The economic crisis hitting Tunisia requires a drastic remedy. Everyone has to pay their taxes. It won’t be easy. One of the national sports is defrauding the taxman.
An employee may not be able to escape paying tax – it is deducted at source – but the liberal professions have several ways to avoid it. Ignore it. Do a deal with the tax inspector. In short: don’t contribute to the state budget. Without sufficient tax revenue, the government can’t start infrastructure projects, help the unemployed or address the countless demands of the young Tunisian democracy.

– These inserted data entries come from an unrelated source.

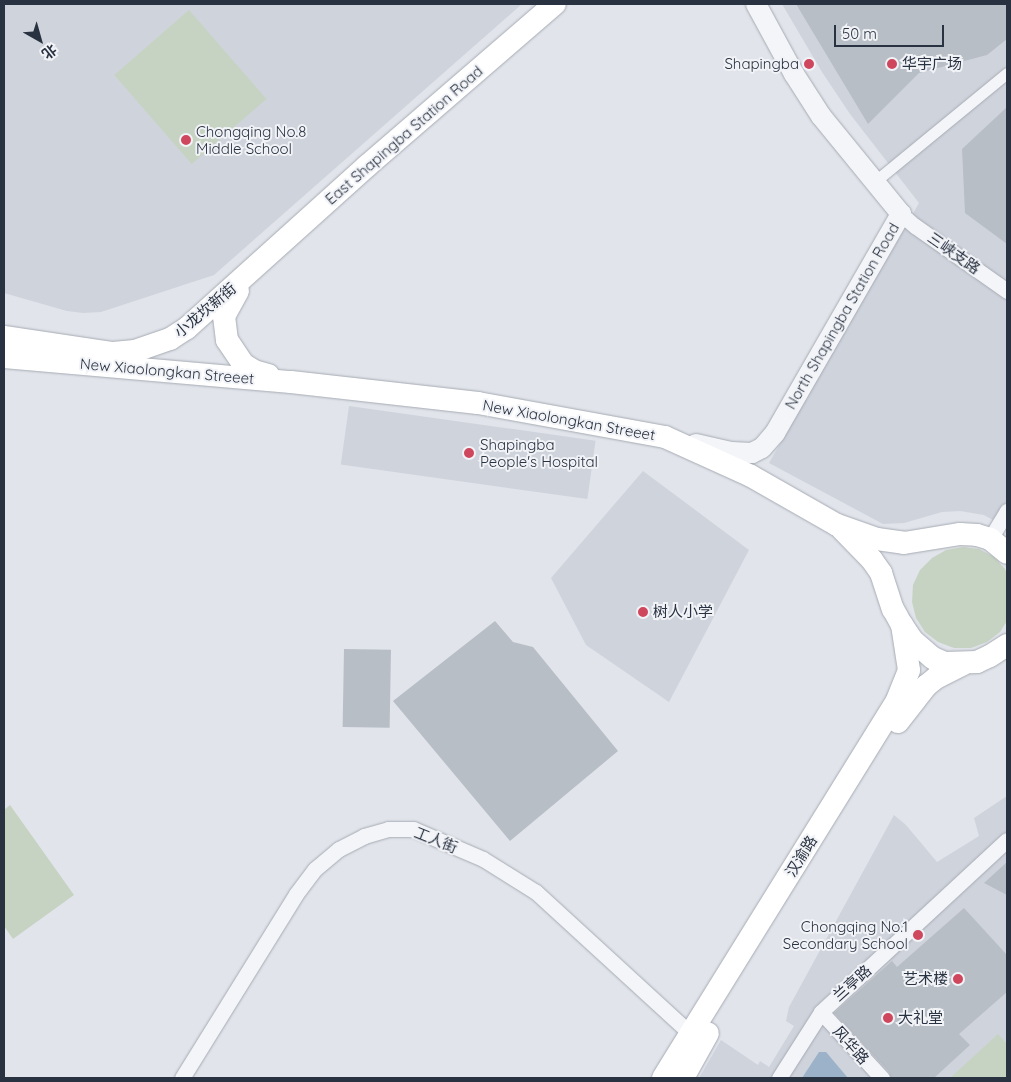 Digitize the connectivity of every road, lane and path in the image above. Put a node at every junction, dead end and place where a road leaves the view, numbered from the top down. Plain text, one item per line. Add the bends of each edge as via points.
1 (554, 4) edge
2 (756, 4) edge
3 (1007, 73) edge
4 (873, 183) junction
5 (901, 214) junction
6 (255, 268) junction
7 (1007, 290) edge
8 (4, 337) edge
9 (4, 357) edge
10 (292, 382) junction
11 (665, 437) junction
12 (1007, 511) edge
13 (837, 525) junction
14 (999, 546) edge
15 (902, 625) junction
16 (1007, 644) edge
17 (963, 664) junction
18 (1007, 840) edge
19 (821, 1012) junction
20 (691, 1034) junction
21 (182, 1078) edge
22 (663, 1078) edge
23 (683, 1078) edge
24 (779, 1078) edge
25 (882, 1078) edge

1 - 6 main road, East Shapingba Station Road
2 - 4 street, North Shapingba Station Road via 808,96
3 - 4 street
4 - 5 street, North Shapingba Station Road
5 - 7 street, 三峡支路
5 - 11 street, North Shapingba Station Road via 774,434 762,448 752,452 732,452
6 - 8 main road, 小龙坎新街 via 187,328 153,346 113,353
6 - 10 main road via 230,301 224,316 227,340 243,364 254,371
9 - 10 main road, New Xiaolongkan Streeet
10 - 11 main road, New Xiaolongkan Streeet via 478,403
11 - 13 main road, New Xiaolongkan Streeet via 751,476
12 - 14 street
13 - 14 main road via 877,539 904,543 960,534
13 - 15 main road, New Xiaolongkan Streeet via 877,567
15 - 17 main road, New Xiaolongkan Streeet via 912,640 934,658 945,663
15 - 20 main road, 汉渝路 via 909,670 897,700
16 - 17 main road, New Xiaolongkan Streeet via 990,656
17 - 23 main road, 汉渝路 via 936,678 904,711
18 - 19 street, 兰亭路
19 - 24 street, 兰亭路
19 - 25 street, 风华路
20 - 21 street, 工人街 via 536,892 483,859 412,829 388,829 338,849 315,869 296,894
20 - 22 main road, 汉渝路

If you innocently ask the question “Who pays taxes ?”, everyone laughs. “The bosses collect their employees’ taxes and many ‘forget’ to pay them to the ministry,” confides Béchir, a company boss. For Brahim, a tax officer, “there is no desire to collect the sums due.” The moral being that the state is not seen as a useful entity. With taxes, you can build roads, hospitals, schools. You can recruit teachers, doctors, social workers, soldiers… By refusing to penalise tax evaders, by encouraging baksheesh, by ignoring the very wealthy, the country is denying itself millions of dinars which many regions need.
Since 17th December, when Mohammed Bouazizi killed himself from despair, the situation for the poor hasn’t changed. One year on, there are two Tunisias. Can the members of the Jebali government set it right? Do they want to? A tax amnesty has been declared: those who haven’t filed a tax return won’t be penalised. An incentive for tax evaders?
Illustration: Finance Ministry, Tunis. Flickr/CC BY 2.0/Leandro
Benoît Delmas, 40, is a writer, journalist and the keeper of the blog “Le Western Culturel“. An author of four books (including Bal tragique chez Vivendi published by Denoël and La Forteresse Endemol published by Flammarion), he was a publisher at Fayard before joining the Nouvel Economiste to head the Media page for seven years.